== TASK INPUTS ==
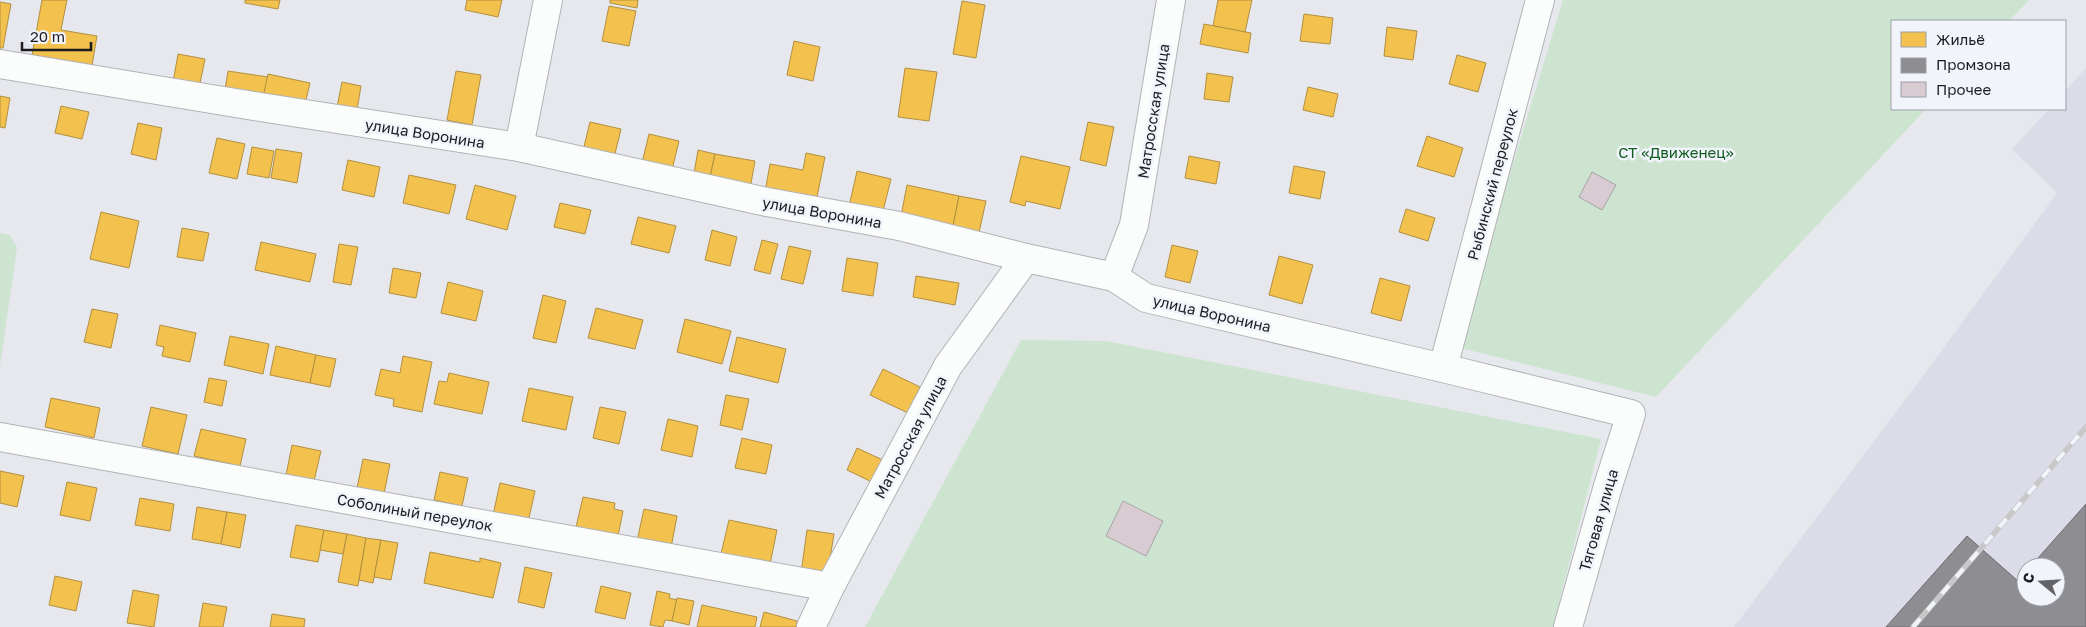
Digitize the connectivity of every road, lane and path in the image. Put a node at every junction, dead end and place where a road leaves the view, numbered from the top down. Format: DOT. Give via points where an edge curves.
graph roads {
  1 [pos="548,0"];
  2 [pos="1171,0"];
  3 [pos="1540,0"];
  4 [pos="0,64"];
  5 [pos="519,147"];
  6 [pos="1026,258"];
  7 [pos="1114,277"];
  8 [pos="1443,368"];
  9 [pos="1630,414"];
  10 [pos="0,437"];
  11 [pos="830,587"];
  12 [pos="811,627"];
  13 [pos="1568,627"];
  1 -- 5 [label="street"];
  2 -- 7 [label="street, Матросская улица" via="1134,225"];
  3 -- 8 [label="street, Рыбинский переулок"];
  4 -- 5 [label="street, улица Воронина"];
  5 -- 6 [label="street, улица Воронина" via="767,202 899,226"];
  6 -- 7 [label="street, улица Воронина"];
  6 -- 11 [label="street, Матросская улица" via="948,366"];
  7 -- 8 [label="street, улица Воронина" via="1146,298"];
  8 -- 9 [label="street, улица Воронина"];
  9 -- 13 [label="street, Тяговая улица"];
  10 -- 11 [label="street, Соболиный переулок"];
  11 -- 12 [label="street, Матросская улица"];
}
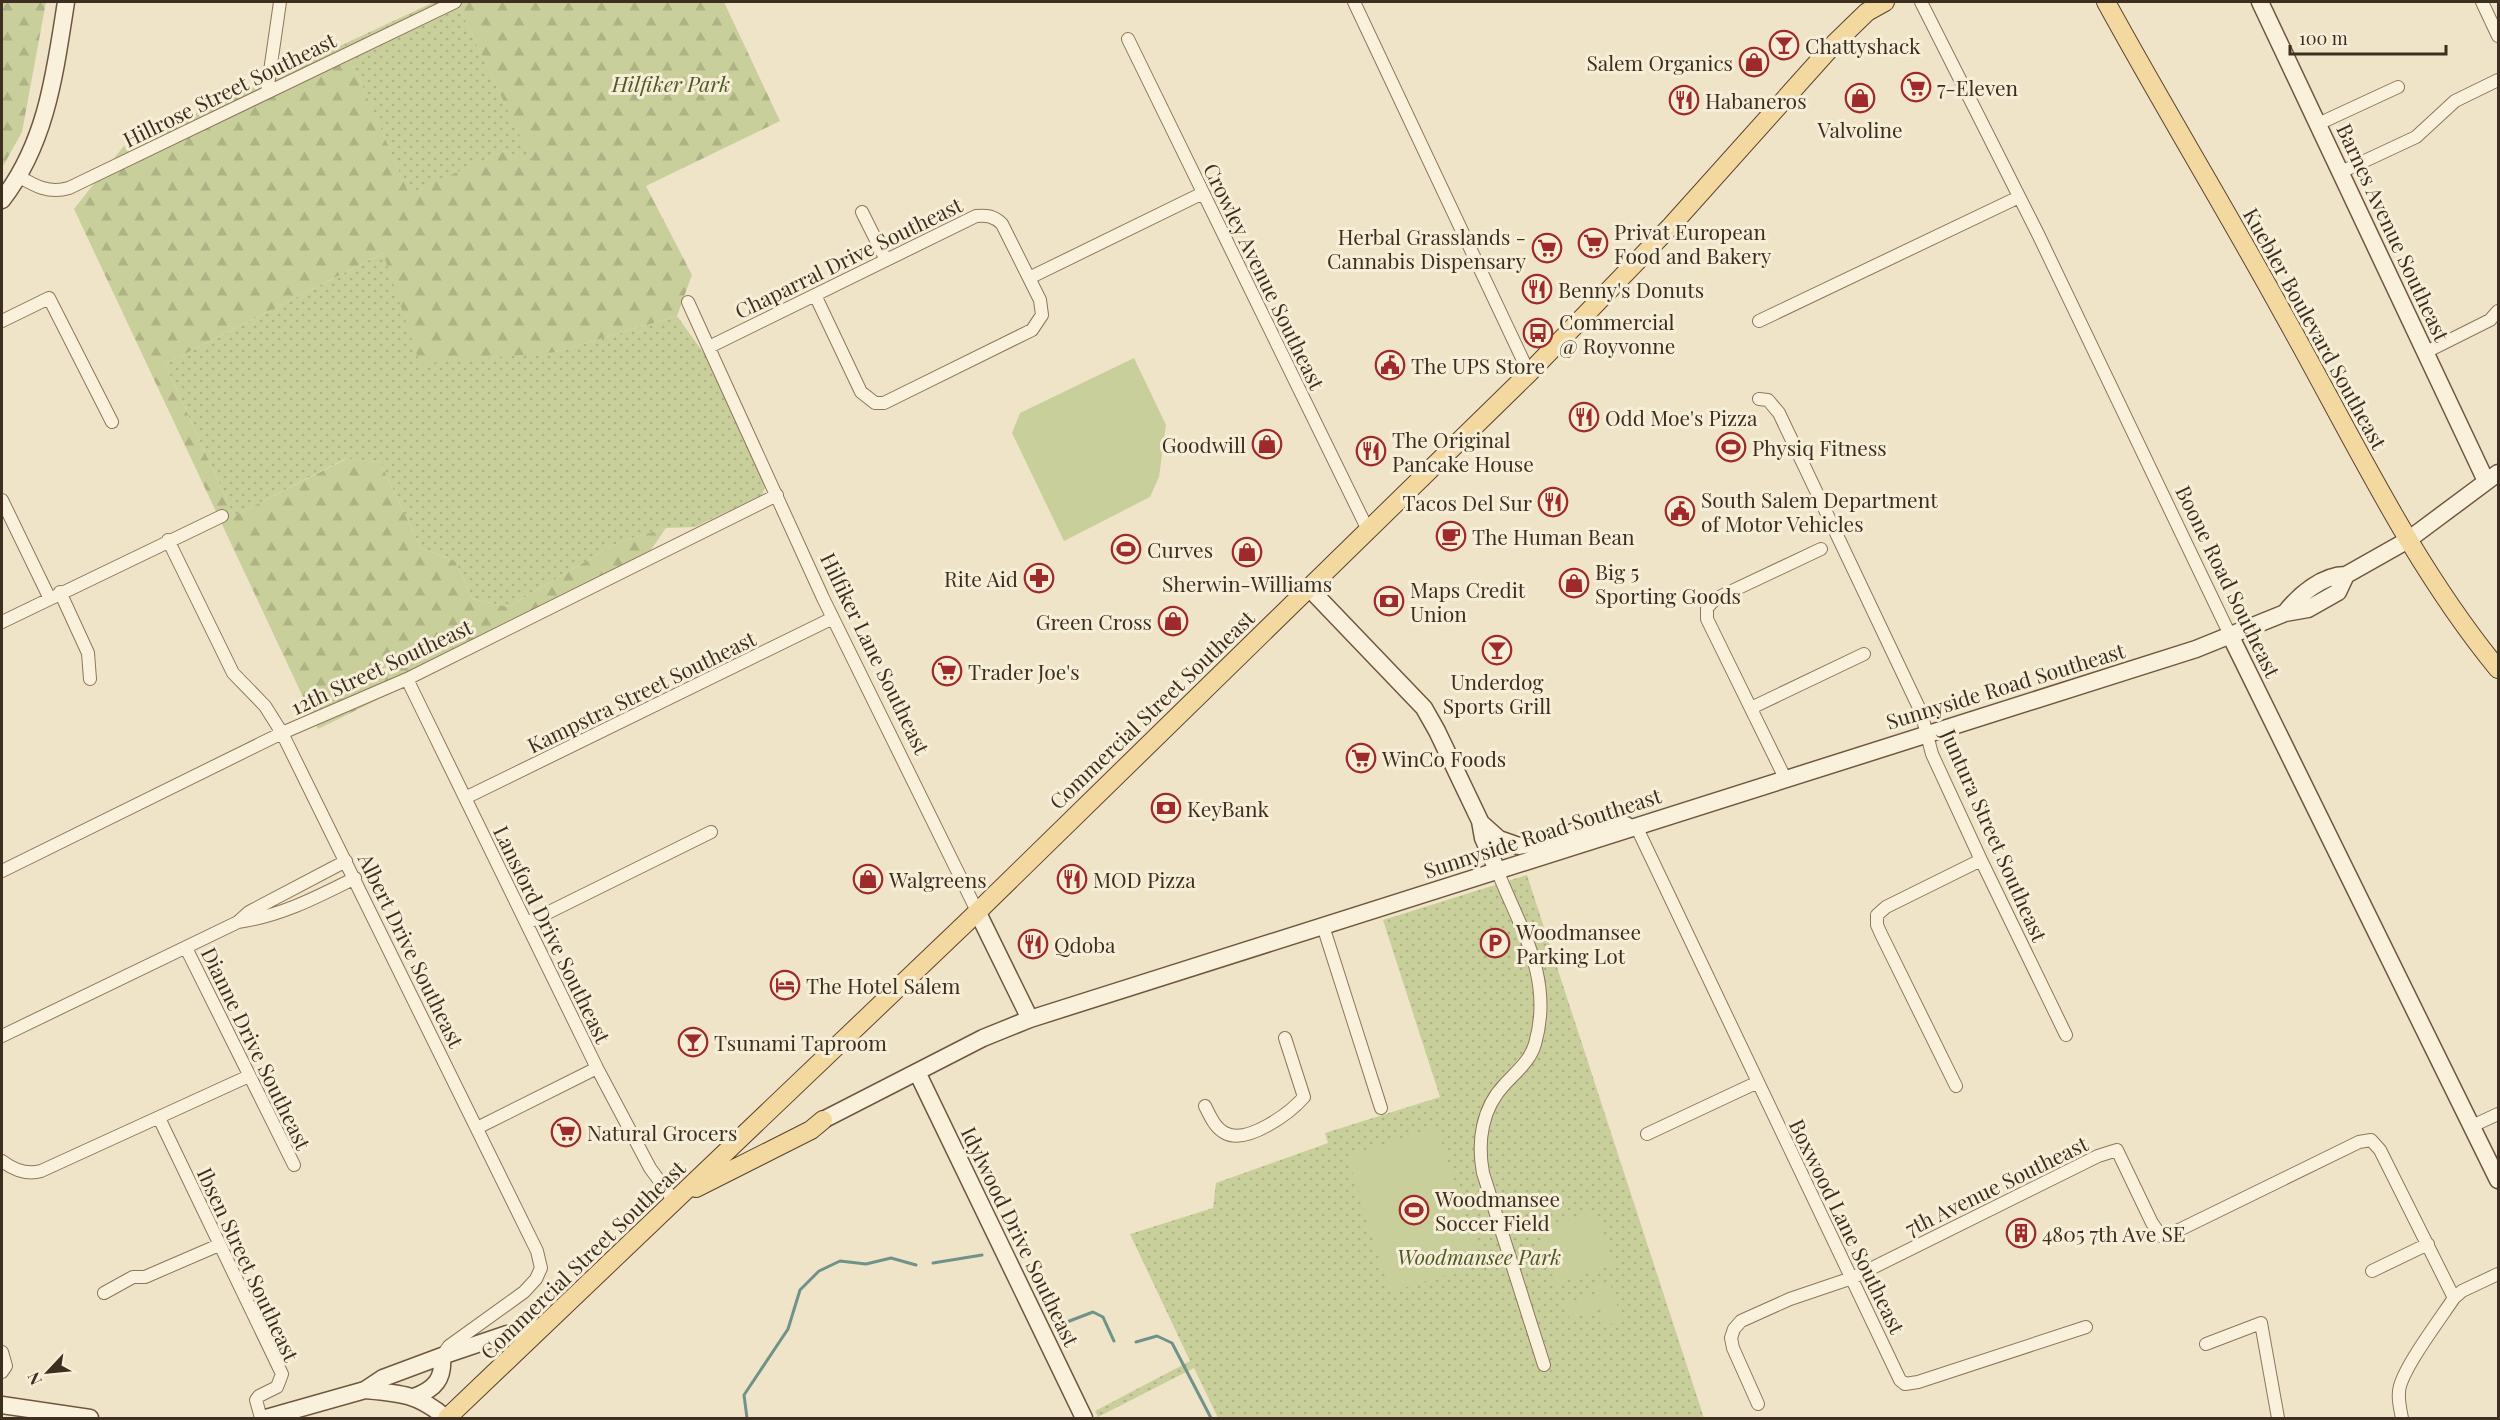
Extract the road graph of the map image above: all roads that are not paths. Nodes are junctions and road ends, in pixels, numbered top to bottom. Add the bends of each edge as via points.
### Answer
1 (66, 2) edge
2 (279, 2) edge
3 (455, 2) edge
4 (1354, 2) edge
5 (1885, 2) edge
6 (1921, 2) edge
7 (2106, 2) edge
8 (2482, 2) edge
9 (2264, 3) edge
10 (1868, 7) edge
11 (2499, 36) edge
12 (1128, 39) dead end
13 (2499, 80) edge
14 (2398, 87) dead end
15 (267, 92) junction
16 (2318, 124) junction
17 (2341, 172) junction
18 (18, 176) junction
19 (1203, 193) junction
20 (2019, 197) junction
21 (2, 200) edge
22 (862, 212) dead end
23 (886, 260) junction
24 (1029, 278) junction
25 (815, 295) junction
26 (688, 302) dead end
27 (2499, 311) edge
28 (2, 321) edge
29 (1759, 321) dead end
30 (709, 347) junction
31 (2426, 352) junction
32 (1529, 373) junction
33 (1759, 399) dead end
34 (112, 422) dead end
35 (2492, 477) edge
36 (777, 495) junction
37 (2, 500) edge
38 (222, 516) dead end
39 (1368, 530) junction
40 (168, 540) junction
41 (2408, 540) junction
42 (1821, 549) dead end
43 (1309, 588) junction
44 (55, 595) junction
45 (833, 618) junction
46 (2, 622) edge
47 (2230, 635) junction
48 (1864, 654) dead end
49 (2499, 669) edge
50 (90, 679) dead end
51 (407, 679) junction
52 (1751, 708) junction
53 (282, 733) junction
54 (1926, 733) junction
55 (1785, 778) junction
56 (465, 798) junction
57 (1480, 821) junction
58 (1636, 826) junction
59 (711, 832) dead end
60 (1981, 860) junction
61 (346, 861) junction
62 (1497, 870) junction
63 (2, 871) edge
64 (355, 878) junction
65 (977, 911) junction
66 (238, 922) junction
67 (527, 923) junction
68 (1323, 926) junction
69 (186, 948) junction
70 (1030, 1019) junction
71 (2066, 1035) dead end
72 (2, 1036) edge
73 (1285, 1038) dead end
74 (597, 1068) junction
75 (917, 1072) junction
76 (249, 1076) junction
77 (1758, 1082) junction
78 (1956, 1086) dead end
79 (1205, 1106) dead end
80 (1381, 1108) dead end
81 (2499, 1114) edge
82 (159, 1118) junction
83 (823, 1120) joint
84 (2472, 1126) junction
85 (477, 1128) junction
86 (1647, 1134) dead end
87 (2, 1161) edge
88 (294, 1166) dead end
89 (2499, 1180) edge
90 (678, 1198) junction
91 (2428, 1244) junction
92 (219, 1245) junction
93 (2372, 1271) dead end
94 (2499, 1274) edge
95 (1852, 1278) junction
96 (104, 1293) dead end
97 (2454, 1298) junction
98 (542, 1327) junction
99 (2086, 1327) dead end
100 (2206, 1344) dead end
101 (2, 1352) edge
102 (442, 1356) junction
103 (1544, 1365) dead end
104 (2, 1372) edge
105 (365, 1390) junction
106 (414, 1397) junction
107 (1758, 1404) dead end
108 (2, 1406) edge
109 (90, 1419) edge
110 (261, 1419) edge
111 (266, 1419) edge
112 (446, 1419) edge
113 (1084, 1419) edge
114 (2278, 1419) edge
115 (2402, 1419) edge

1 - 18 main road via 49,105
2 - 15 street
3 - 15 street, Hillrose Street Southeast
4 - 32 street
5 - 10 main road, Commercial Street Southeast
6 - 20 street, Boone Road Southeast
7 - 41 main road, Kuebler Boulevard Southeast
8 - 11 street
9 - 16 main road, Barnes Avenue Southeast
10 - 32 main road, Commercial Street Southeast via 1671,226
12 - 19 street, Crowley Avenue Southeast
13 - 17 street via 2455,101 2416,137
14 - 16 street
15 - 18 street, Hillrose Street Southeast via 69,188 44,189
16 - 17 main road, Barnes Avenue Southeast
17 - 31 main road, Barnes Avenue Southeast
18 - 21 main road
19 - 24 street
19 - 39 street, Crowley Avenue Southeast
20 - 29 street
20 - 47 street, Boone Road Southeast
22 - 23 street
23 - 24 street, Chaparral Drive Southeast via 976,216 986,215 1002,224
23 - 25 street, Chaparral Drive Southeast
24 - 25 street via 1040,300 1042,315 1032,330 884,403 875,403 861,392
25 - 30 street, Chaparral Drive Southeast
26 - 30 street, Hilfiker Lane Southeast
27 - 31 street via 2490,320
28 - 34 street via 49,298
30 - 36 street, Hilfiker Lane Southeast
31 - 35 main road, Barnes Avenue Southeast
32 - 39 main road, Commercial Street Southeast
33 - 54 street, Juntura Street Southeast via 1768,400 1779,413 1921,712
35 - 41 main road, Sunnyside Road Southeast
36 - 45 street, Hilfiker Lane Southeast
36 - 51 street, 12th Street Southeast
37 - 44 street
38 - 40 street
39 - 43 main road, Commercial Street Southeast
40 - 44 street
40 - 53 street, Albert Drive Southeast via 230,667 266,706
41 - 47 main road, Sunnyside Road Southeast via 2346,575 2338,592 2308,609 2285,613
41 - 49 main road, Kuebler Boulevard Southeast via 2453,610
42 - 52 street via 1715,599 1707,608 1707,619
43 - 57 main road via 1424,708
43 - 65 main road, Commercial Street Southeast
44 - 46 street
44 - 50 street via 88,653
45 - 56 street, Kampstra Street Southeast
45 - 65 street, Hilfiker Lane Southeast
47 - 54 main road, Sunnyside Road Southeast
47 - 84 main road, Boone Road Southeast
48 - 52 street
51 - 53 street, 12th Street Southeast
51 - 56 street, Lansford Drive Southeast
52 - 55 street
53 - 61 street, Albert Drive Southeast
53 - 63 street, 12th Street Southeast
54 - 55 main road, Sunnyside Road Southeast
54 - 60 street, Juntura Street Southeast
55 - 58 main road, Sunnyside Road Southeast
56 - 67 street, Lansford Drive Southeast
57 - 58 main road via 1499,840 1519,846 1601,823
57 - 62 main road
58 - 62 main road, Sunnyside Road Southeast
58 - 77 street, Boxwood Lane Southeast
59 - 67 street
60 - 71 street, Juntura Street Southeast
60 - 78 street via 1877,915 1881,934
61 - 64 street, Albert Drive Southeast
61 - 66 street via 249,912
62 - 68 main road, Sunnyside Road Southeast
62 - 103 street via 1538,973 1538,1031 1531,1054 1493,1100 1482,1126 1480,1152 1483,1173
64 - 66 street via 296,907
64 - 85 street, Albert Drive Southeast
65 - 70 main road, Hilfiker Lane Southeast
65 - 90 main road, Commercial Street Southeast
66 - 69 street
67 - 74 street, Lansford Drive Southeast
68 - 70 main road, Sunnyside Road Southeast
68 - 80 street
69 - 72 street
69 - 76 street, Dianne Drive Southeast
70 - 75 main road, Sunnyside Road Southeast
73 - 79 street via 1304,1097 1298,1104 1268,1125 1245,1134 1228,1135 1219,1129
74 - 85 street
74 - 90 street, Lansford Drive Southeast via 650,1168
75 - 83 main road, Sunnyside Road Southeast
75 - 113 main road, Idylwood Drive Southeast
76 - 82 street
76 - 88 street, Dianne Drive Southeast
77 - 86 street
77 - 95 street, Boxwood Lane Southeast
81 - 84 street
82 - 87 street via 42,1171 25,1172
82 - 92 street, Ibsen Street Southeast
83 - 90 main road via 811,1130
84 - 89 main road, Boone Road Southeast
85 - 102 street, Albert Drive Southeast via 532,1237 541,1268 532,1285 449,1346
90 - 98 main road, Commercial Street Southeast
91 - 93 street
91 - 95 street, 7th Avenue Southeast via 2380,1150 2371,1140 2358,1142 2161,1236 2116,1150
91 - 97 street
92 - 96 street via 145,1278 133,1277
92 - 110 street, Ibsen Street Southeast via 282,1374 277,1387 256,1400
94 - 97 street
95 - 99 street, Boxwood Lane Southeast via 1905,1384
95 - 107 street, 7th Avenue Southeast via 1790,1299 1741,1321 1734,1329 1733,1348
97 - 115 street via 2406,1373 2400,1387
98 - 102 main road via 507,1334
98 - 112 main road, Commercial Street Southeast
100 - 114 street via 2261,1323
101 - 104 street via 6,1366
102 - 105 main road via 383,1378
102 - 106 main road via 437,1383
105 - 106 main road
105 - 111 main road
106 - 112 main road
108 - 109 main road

== EXERCISE ==
Starting with the first line of the data, transcribe every line exactly through the one containing "Extract the road". No pictures go in.

== OUTPUT FOR THIS EXERCISE ==
Digitize the connectivity of every road, lane and path in the image. Put a node at every junction, dead end and place where a road leaves the view, numbered from the top down. Format: DOT. Give via points where an edge curves.
graph roads {
  1 [pos="548,0"];
  2 [pos="1171,0"];
  3 [pos="1540,0"];
  4 [pos="0,64"];
  5 [pos="519,147"];
  6 [pos="1026,258"];
  7 [pos="1114,277"];
  8 [pos="1443,368"];
  9 [pos="1630,414"];
  10 [pos="0,437"];
  11 [pos="830,587"];
  12 [pos="811,627"];
  13 [pos="1568,627"];
  1 -- 5 [label="street"];
  2 -- 7 [label="street, Матросская улица" via="1134,225"];
  3 -- 8 [label="street, Рыбинский переулок"];
  4 -- 5 [label="street, улица Воронина"];
  5 -- 6 [label="street, улица Воронина" via="767,202 899,226"];
  6 -- 7 [label="street, улица Воронина"];
  6 -- 11 [label="street, Матросская улица" via="948,366"];
  7 -- 8 [label="street, улица Воронина" via="1146,298"];
  8 -- 9 [label="street, улица Воронина"];
  9 -- 13 [label="street, Тяговая улица"];
  10 -- 11 [label="street, Соболиный переулок"];
  11 -- 12 [label="street, Матросская улица"];
}
Extract the road graph of the map image above: all roads that are not paths. Nodes are junctions and road ends, in pixels, numbered top to bottom. Add the bends of each edge as via points.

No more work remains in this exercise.